:: Recorded data ::

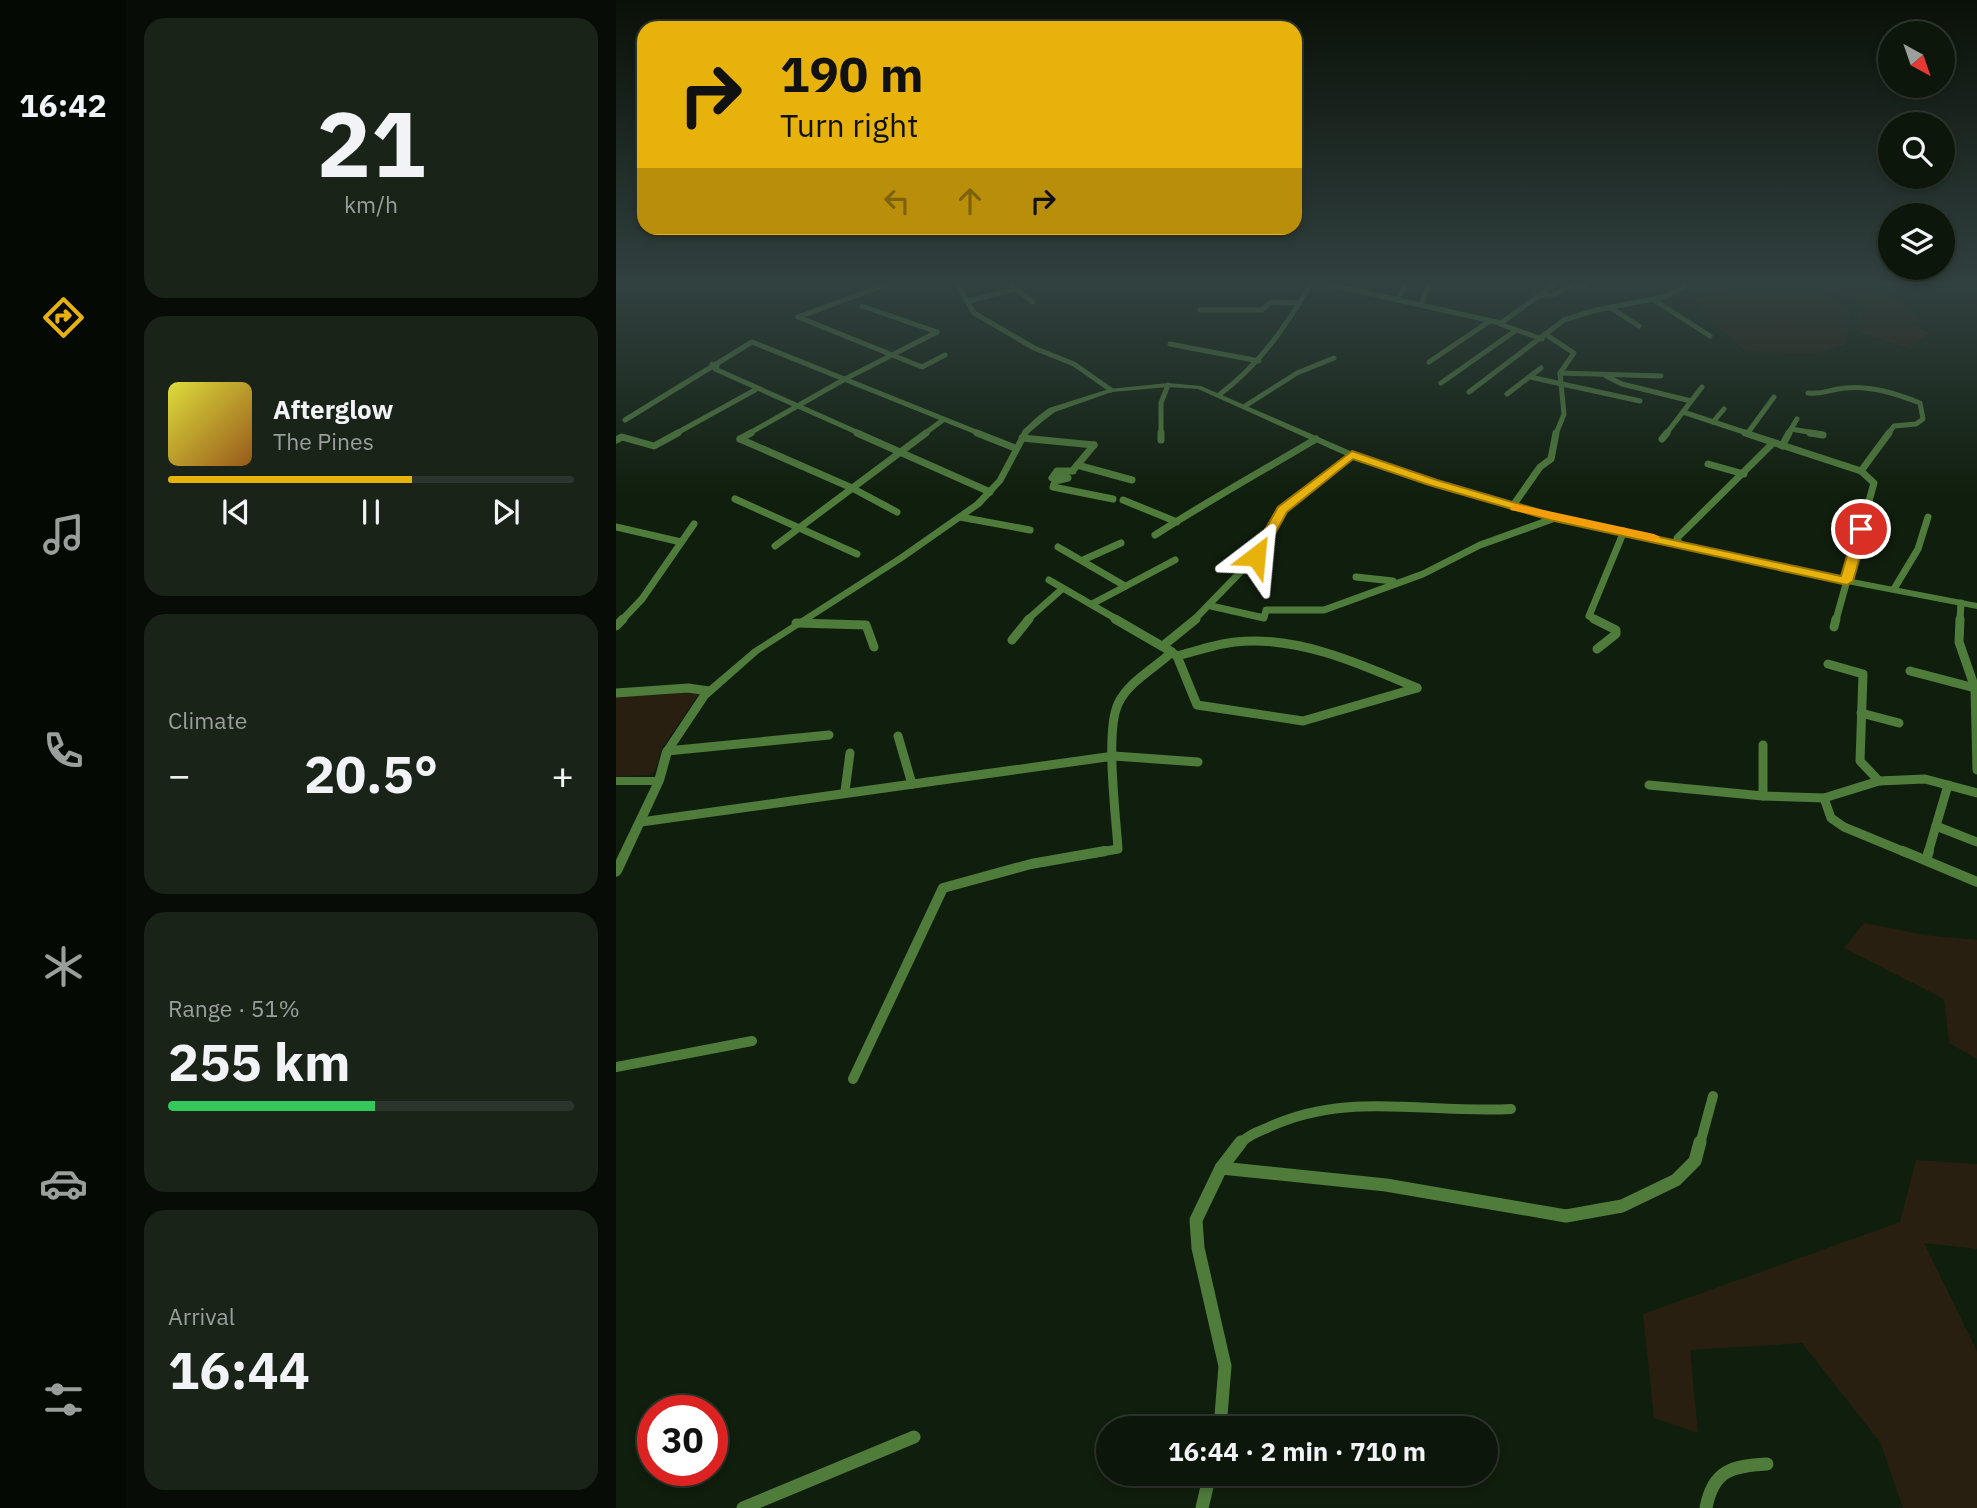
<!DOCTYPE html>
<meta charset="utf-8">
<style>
body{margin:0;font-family:"IBM Plex Sans",sans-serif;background:#1a2318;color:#f1f3f6;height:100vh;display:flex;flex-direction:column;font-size:26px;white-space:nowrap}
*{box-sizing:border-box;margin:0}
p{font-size:23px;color:#9a9f9c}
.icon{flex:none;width:38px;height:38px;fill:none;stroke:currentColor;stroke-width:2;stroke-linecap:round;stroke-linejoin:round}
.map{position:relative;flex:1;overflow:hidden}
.details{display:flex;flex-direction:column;gap:18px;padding:18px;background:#070c06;width:490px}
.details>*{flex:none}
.hud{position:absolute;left:21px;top:21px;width:665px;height:214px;border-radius:21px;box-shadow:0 4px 10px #0003,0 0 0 2px #2c352b;background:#e8b20d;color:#111;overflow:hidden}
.needle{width:46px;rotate:140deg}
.buttons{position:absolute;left:1262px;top:21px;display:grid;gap:14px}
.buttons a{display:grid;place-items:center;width:77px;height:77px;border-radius:50%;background:#0c160a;box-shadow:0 4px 10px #0003,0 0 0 2px #2c352b;font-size:35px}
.speed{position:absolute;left:21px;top:1395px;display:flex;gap:14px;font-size:35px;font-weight:700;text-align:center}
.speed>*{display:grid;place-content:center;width:91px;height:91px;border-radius:50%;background:#0c160a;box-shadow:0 4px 10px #0003,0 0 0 2px #2c352b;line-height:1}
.speed .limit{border:10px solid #d22;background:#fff;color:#111}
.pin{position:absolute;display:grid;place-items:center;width:60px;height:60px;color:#fff;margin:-30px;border:4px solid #fff;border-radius:50%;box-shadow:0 2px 7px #0007}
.me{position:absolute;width:77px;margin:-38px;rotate:29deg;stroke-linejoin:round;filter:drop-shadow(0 0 5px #0008)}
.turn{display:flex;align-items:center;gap:24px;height:147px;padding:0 28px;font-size:32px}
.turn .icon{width:91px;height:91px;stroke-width:2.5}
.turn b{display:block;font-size:49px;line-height:60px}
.lanes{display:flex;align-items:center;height:66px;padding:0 28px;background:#0003;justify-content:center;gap:35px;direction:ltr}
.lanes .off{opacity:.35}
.big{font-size:52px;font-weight:700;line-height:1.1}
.details .tile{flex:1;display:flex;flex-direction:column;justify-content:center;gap:10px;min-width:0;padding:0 24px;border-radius:21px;background:#1a2318}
.details .dial{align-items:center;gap:0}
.dial b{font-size:91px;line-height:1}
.song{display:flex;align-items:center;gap:21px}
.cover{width:84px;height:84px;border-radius:10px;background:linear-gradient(135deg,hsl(60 70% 55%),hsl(30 70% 35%))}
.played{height:7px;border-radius:4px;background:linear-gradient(90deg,#e8b20d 60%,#2c352b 60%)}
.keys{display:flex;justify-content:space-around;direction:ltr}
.heat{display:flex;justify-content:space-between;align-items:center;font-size:38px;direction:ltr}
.charge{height:10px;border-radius:5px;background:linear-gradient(90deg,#34c759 51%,#2c352b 0)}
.trip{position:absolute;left:480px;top:1416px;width:402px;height:70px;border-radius:35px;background:#0c160a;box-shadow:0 4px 10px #0003,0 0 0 2px #2c352b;font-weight:700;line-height:70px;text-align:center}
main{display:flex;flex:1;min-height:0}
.dock{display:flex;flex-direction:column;width:126px;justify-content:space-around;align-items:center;background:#050904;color:#9a9f9c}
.dock .icon{width:49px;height:49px}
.dock .active{color:#e8b20d}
.dock b{font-size:32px;color:#f1f3f6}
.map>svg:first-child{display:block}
.green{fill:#281f11}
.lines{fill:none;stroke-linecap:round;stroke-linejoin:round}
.minor-far4{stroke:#4f7b3b;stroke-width:5}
.minor-far3{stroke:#4f7b3b;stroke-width:7}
.minor-far2{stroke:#4f7b3b;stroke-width:9}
.minor-far1{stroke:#4f7b3b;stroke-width:10}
.minor{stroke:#4f7b3b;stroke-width:13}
.tertiary{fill:#4f7b3b;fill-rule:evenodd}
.route{fill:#e8b20d;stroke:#977408;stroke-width:2}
.slow{fill:#f59e0b}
</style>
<main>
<nav class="dock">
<b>16:42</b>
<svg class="icon active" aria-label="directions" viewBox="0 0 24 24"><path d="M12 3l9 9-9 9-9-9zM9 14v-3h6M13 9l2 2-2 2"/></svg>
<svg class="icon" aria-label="music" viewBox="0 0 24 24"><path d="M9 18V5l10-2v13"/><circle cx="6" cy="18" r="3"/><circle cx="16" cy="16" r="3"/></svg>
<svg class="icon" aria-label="phone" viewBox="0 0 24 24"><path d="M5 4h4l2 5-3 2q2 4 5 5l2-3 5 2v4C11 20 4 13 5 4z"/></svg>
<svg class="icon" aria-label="climate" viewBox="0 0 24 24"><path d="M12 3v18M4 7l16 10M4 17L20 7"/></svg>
<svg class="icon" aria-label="car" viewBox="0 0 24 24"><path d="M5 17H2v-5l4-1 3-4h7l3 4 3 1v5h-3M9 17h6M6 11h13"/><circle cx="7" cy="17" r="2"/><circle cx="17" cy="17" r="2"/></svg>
<svg class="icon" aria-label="filters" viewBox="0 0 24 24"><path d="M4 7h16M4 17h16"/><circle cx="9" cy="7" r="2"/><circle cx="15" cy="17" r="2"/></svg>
</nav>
<section class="details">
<div class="tile dial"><b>21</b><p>km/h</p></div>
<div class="tile">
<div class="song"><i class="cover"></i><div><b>Afterglow</b><p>The Pines</p></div></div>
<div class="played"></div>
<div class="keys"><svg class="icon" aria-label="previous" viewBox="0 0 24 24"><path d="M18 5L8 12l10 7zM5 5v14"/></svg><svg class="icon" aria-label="pause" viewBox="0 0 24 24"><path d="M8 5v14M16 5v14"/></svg><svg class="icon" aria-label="next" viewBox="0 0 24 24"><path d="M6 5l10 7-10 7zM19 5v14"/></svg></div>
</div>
<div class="tile"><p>Climate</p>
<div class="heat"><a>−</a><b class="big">20.5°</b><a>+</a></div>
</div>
<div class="tile"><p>Range · 51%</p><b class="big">255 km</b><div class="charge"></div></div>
<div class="tile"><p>Arrival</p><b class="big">16:44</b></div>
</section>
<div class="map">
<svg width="1361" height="1508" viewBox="0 0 1361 1508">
<rect width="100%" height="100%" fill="#101e0d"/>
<g class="green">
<path d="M1220 285C1257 286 1279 293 1305 320L1295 325 1315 333 1295 345 1298 348 1295 349 1240 331 1242 313 1252 307 1212 290 1220 288Z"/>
<path d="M1205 290 1234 307 1231 344 1198 354 1129 351C1114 336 1097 325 1083 309L1087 305 1074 300 1089 295Z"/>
<path d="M69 691 83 694 46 748 39 771 33 775 0 777V696L48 695Z"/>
<path d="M1248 923 1309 935 1361 940V1059L1333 1043 1328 999 1228 948Z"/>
<path d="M1300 1160 1361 1164V1249L1308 1243 1361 1351V1508H1287L1264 1442 1186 1343 1074 1350 1082 1433 1038 1418 1027 1314 1284 1222Z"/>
</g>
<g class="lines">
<g class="minor-far4">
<path d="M715 285 885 323"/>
<path d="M961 285H970"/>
<path d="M396 286 417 302"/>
<path d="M343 288 358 313 418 348 458 364 495 390"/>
<path d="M926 296 937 295 956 285"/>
<path d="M782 300 789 285"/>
<path d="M1038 300 1094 336"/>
<path d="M352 301 400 289"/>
<path d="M805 305 812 285"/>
<path d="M246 306 321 332"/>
<path d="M995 308 1023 326"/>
<path d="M584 310H646L655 302 684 303"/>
<path d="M182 317 306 367 329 355"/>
<path d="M182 317 269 285"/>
<path d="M929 334 958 353 944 373 948 414 940 434"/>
<path d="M926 339 884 324 937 285"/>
<path d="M554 344 643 361"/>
<path d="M813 362 874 321"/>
<path d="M96 364 101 366 99 369 245 434"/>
<path d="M944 373 1045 376"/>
<path d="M990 376 1006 384 1075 401"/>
<path d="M914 377 1024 401"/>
<path d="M825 383 899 331"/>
<path d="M853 392 948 320 980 310 1048 297 1068 287"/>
<path d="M1192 393C1209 395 1213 389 1229 388 1254 385 1281 394 1304 403L1307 419 1300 424 1278 426 1272 434"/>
<path d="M891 394 925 368"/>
<path d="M603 395C643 365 669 328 694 285"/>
<path d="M629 406 681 373 718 358"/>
<path d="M1067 412 1134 434"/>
<path d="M9 420 136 342 365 434"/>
<path d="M1097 422 1108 409"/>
<path d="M1175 429 1204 434"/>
<path d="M59 434 139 390"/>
<path d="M132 434 229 379 321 332"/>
<path d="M308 434 327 420"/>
<path d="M545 434V403L552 385"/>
<path d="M1050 434 1086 387"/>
<path d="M1131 434 1158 397"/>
<path d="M1172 434 1181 419"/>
</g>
<g class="minor-far3">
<path d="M241 433 374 492"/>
<path d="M361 433 399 448"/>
<path d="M545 433V440"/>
<path d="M1129 433 1245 471 1258 483 1220 620"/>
<path d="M1194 433 1207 435"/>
<path d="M406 438 478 445"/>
<path d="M124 439 135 433"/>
<path d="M124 439 236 488 281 512"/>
<path d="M1046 439 1051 433"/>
<path d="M0 440 6 437 38 446 62 433"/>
<path d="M1166 446 1173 433"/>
<path d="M1092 464 1128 474"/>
<path d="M461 465 516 480"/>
<path d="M458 469 478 445"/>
<path d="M457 471H441L436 478H452L439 481 437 487 497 499"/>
<path d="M1245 471 1273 433"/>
<path d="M119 499 241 554"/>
<path d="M507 500 561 522"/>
<path d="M896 507 924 467 935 459 940 433"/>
<path d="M344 517 414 530"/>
<path d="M0 527 65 542"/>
<path d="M539 535C592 501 646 471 700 439"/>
<path d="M1063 543 1061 538 1157 443"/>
<path d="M159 546 310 433"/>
<path d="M442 547 509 586"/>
<path d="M467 560 505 543"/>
<path d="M740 577 777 581"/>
<path d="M433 580 502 620"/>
<path d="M1278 589 1302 549 1312 517"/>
<path d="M476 604 559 560"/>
<path d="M595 606 648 618 650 610H708L807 574 864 545 939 518"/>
<path d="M6 620 26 599 78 524"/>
<path d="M411 620 446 589"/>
<path d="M578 620 640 556 666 510 736 455"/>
<path d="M981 620 973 616 1008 531"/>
<path d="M1344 620 1345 603"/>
</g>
<g class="minor-far2">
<path d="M978 619 1000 630V634L981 649"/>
<path d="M1344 619 1343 642 1359 688 1361 770"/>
<path d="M180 623 250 625 258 647"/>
<path d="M0 626 7 619"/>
<path d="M1218 627 1220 619"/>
<path d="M396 640 413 619"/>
<path d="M548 645 580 619"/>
<path d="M558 654 561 656C580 651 600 644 619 642 681 635 745 664 801 688"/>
<path d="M561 656 581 705 687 721 801 688"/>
<path d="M1212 664 1247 674 1244 761 1263 781"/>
<path d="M1294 671 1359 688"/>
<path d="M0 693 72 688 93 691"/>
<path d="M1245 713 1283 723"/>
<path d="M282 736 296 784"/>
<path d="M1147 745V796"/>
<path d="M51 751 213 735"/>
<path d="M1033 785 1147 796 1208 798 1263 781 1309 779 1361 793"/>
<path d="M229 791 234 753"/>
<path d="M1208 798 1215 818 1228 827 1291 853"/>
<path d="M25 822 498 756 582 762"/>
<path d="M1320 826 1361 842"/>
<path d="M479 853 502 849C500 816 489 732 502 704 512 682 539 668 556 652L499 619"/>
<path d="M1312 853 1332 785"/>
</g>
<g class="minor-far1">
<path d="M1287 851 1361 882"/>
<path d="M1310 860 1313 851"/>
<path d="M0 1067 136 1041"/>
<path d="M237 1079 327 888 415 864 489 851"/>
<path d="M624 1144C631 1136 641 1132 651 1128 730 1090 812 1114 895 1109"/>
<path d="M1084 1144 1097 1096"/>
</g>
<g class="minor">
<path d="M605 1168 770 1185 950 1216 1006 1206 1060 1180 1079 1161 1084 1142"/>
<path d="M604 1428 609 1366 582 1248 580 1220 605 1168 625 1142"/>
<path d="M127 1508 298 1437"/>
<path d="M586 1508 594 1474"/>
<path d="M1090 1508C1097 1470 1116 1466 1151 1464"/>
</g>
<path class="tertiary" d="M552 383 585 386 739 453 898 505 1231 578 1361 603V609L1231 584 893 509 733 457 582 389 552 387 496 392 439 412 427 421 413 433 387 482 365 506 288 560 143 653 92 698 56 752 48 781 6 872 4 875 0 877V860L36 785H0V777H39L46 751 84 694 137 649 282 556 359 502 381 479 407 430 421 417 433 408 493 389Z"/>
</g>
<linearGradient id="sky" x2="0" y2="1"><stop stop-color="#091007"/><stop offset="0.57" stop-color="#314140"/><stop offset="1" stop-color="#314140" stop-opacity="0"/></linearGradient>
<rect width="1361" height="496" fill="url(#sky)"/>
<path class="route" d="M736 451 821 480 941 515 1225 576 1239 529 1245 525 1252 529 1237 581 1231 585 934 520 813 485 737 459 671 512 645 559H636L634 556 662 507Z"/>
<path class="slow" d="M900 504 1038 534 1044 537 1038 541 895 510 894 507Z"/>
</svg>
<div class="buttons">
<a><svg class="needle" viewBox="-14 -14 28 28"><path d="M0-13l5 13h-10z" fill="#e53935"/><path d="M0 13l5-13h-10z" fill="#9a9f9c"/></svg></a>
<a><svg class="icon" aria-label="search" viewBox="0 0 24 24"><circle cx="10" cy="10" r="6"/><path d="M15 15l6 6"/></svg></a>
<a><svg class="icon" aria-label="layers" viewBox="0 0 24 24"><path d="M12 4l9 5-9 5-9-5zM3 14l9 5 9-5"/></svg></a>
</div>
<div class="speed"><div class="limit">30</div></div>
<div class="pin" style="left:1245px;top:529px;background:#d93025"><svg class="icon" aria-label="arrive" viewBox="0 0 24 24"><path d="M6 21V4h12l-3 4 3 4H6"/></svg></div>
<svg class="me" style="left:640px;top:556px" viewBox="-20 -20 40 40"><path d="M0-17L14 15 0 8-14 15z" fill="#e8b20d" stroke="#fff" stroke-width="4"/></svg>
<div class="trip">16:44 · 2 min · 710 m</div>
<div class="hud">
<div class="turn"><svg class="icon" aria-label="right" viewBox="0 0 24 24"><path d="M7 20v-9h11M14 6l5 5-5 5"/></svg><div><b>190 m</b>Turn right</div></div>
<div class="lanes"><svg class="icon off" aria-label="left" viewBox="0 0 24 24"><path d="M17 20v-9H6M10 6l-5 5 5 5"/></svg><svg class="icon off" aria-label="ahead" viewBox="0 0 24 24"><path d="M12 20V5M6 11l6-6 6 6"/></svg><svg class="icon" aria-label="right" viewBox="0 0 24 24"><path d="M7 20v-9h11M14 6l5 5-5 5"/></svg></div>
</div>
</div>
</main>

:::

* [How to complete this task]
Scan the listing for the string "none" and copy every line that carries it.

* [Task response]
.icon{flex:none;width:38px;height:38px;fill:none;stroke:currentColor;stroke-width:2;stroke-linecap:round;stroke-linejoin:round}
.details>*{flex:none}
.lines{fill:none;stroke-linecap:round;stroke-linejoin:round}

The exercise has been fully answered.